------ Records to process

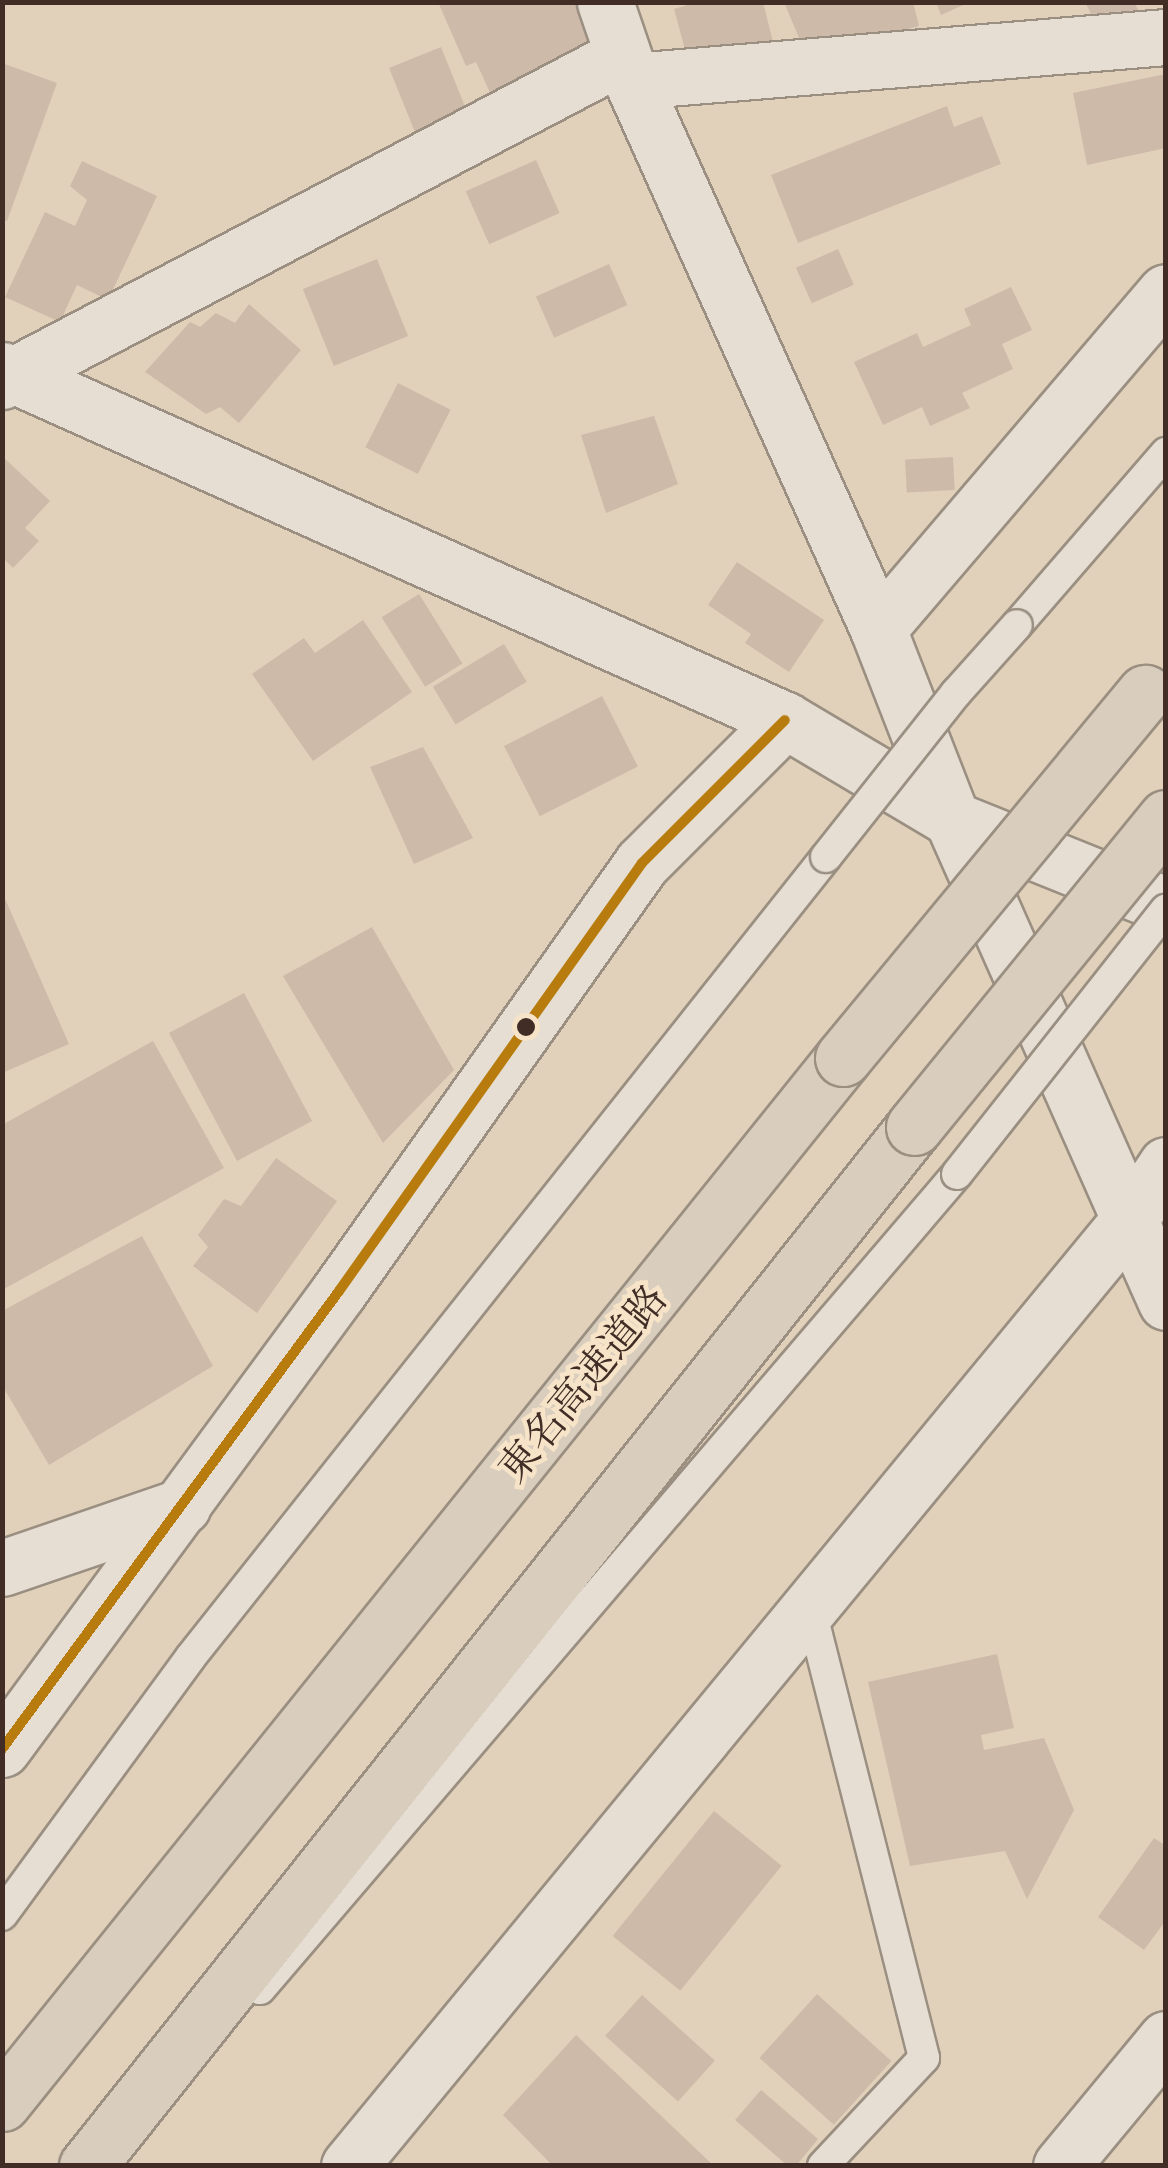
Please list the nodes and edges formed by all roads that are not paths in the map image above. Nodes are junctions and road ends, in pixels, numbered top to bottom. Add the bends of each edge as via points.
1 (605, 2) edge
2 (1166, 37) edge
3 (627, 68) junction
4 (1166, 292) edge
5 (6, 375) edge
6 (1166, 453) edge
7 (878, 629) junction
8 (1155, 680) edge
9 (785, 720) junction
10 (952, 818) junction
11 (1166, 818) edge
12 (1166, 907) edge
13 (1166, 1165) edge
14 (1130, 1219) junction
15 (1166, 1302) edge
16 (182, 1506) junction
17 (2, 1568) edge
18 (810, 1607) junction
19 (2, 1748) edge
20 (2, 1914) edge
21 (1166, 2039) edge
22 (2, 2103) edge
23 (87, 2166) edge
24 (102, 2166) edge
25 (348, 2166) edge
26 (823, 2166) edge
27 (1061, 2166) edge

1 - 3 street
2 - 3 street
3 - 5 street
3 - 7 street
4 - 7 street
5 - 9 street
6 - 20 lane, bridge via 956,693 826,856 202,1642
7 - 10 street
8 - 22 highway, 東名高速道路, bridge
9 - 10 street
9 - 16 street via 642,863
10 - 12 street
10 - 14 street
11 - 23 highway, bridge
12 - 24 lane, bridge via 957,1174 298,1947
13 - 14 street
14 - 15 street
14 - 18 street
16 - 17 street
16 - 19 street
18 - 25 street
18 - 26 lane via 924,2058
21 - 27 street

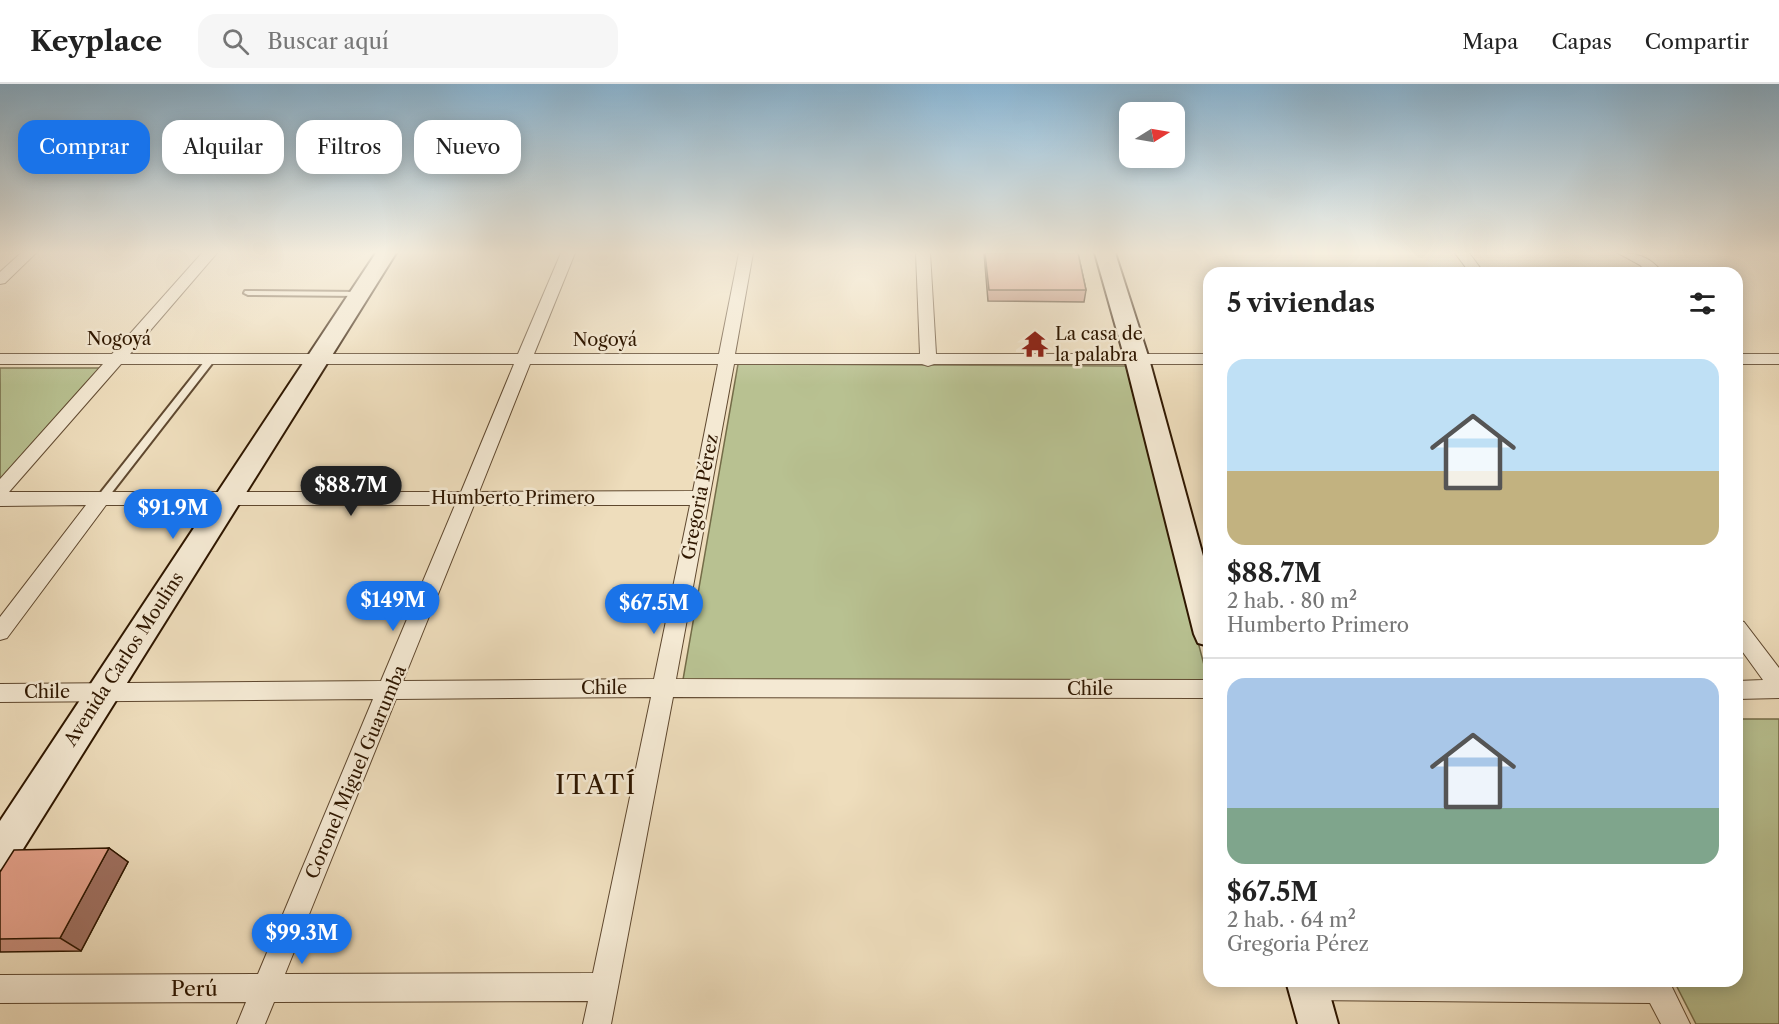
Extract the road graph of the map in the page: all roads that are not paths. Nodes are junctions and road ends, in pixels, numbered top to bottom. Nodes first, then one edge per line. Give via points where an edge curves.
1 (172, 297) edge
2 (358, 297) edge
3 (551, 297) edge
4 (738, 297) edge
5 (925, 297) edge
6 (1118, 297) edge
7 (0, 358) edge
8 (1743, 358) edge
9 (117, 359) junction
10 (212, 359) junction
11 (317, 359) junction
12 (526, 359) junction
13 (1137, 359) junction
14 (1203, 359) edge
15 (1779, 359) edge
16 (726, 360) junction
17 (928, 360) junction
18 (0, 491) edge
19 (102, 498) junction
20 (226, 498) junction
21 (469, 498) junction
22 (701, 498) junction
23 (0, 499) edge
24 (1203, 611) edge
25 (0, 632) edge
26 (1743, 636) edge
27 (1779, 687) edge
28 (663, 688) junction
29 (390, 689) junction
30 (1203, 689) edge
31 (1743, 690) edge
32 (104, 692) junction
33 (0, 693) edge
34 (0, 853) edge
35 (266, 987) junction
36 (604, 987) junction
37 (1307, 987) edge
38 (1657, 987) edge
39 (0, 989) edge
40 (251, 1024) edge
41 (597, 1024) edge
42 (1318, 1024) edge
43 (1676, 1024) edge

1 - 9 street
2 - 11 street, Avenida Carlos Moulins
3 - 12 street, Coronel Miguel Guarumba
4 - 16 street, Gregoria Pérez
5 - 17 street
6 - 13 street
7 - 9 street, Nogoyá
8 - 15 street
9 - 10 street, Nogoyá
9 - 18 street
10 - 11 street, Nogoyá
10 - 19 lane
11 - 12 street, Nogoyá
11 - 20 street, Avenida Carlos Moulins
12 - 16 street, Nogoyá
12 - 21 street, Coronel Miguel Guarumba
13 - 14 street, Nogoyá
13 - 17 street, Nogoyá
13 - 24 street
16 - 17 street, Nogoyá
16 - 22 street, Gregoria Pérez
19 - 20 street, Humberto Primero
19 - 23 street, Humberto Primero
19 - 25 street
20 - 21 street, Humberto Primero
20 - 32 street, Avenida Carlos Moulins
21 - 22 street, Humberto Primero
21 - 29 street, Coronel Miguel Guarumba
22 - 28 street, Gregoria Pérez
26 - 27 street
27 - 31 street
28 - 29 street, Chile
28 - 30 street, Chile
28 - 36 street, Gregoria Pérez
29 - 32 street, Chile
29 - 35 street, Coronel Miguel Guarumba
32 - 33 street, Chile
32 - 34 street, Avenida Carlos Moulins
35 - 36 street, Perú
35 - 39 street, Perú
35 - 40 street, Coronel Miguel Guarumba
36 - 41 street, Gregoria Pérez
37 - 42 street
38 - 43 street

------------

## Work order
Please transcribe each entry exactly and exclude any image it contains.

## Exercise response
Please list the nodes and edges formed by all roads that are not paths in the map image above. Nodes are junctions and road ends, in pixels, numbered top to bottom. Add the bends of each edge as via points.
1 (605, 2) edge
2 (1166, 37) edge
3 (627, 68) junction
4 (1166, 292) edge
5 (6, 375) edge
6 (1166, 453) edge
7 (878, 629) junction
8 (1155, 680) edge
9 (785, 720) junction
10 (952, 818) junction
11 (1166, 818) edge
12 (1166, 907) edge
13 (1166, 1165) edge
14 (1130, 1219) junction
15 (1166, 1302) edge
16 (182, 1506) junction
17 (2, 1568) edge
18 (810, 1607) junction
19 (2, 1748) edge
20 (2, 1914) edge
21 (1166, 2039) edge
22 (2, 2103) edge
23 (87, 2166) edge
24 (102, 2166) edge
25 (348, 2166) edge
26 (823, 2166) edge
27 (1061, 2166) edge

1 - 3 street
2 - 3 street
3 - 5 street
3 - 7 street
4 - 7 street
5 - 9 street
6 - 20 lane, bridge via 956,693 826,856 202,1642
7 - 10 street
8 - 22 highway, 東名高速道路, bridge
9 - 10 street
9 - 16 street via 642,863
10 - 12 street
10 - 14 street
11 - 23 highway, bridge
12 - 24 lane, bridge via 957,1174 298,1947
13 - 14 street
14 - 15 street
14 - 18 street
16 - 17 street
16 - 19 street
18 - 25 street
18 - 26 lane via 924,2058
21 - 27 street

Extract the road graph of the map in the page: all roads that are not paths. Nodes are junctions and road ends, in pixels, numbered top to bottom. Nodes first, then one edge per line. Give via points where an edge curves.
1 (172, 297) edge
2 (358, 297) edge
3 (551, 297) edge
4 (738, 297) edge
5 (925, 297) edge
6 (1118, 297) edge
7 (0, 358) edge
8 (1743, 358) edge
9 (117, 359) junction
10 (212, 359) junction
11 (317, 359) junction
12 (526, 359) junction
13 (1137, 359) junction
14 (1203, 359) edge
15 (1779, 359) edge
16 (726, 360) junction
17 (928, 360) junction
18 (0, 491) edge
19 (102, 498) junction
20 (226, 498) junction
21 (469, 498) junction
22 (701, 498) junction
23 (0, 499) edge
24 (1203, 611) edge
25 (0, 632) edge
26 (1743, 636) edge
27 (1779, 687) edge
28 (663, 688) junction
29 (390, 689) junction
30 (1203, 689) edge
31 (1743, 690) edge
32 (104, 692) junction
33 (0, 693) edge
34 (0, 853) edge
35 (266, 987) junction
36 (604, 987) junction
37 (1307, 987) edge
38 (1657, 987) edge
39 (0, 989) edge
40 (251, 1024) edge
41 (597, 1024) edge
42 (1318, 1024) edge
43 (1676, 1024) edge

1 - 9 street
2 - 11 street, Avenida Carlos Moulins
3 - 12 street, Coronel Miguel Guarumba
4 - 16 street, Gregoria Pérez
5 - 17 street
6 - 13 street
7 - 9 street, Nogoyá
8 - 15 street
9 - 10 street, Nogoyá
9 - 18 street
10 - 11 street, Nogoyá
10 - 19 lane
11 - 12 street, Nogoyá
11 - 20 street, Avenida Carlos Moulins
12 - 16 street, Nogoyá
12 - 21 street, Coronel Miguel Guarumba
13 - 14 street, Nogoyá
13 - 17 street, Nogoyá
13 - 24 street
16 - 17 street, Nogoyá
16 - 22 street, Gregoria Pérez
19 - 20 street, Humberto Primero
19 - 23 street, Humberto Primero
19 - 25 street
20 - 21 street, Humberto Primero
20 - 32 street, Avenida Carlos Moulins
21 - 22 street, Humberto Primero
21 - 29 street, Coronel Miguel Guarumba
22 - 28 street, Gregoria Pérez
26 - 27 street
27 - 31 street
28 - 29 street, Chile
28 - 30 street, Chile
28 - 36 street, Gregoria Pérez
29 - 32 street, Chile
29 - 35 street, Coronel Miguel Guarumba
32 - 33 street, Chile
32 - 34 street, Avenida Carlos Moulins
35 - 36 street, Perú
35 - 39 street, Perú
35 - 40 street, Coronel Miguel Guarumba
36 - 41 street, Gregoria Pérez
37 - 42 street
38 - 43 street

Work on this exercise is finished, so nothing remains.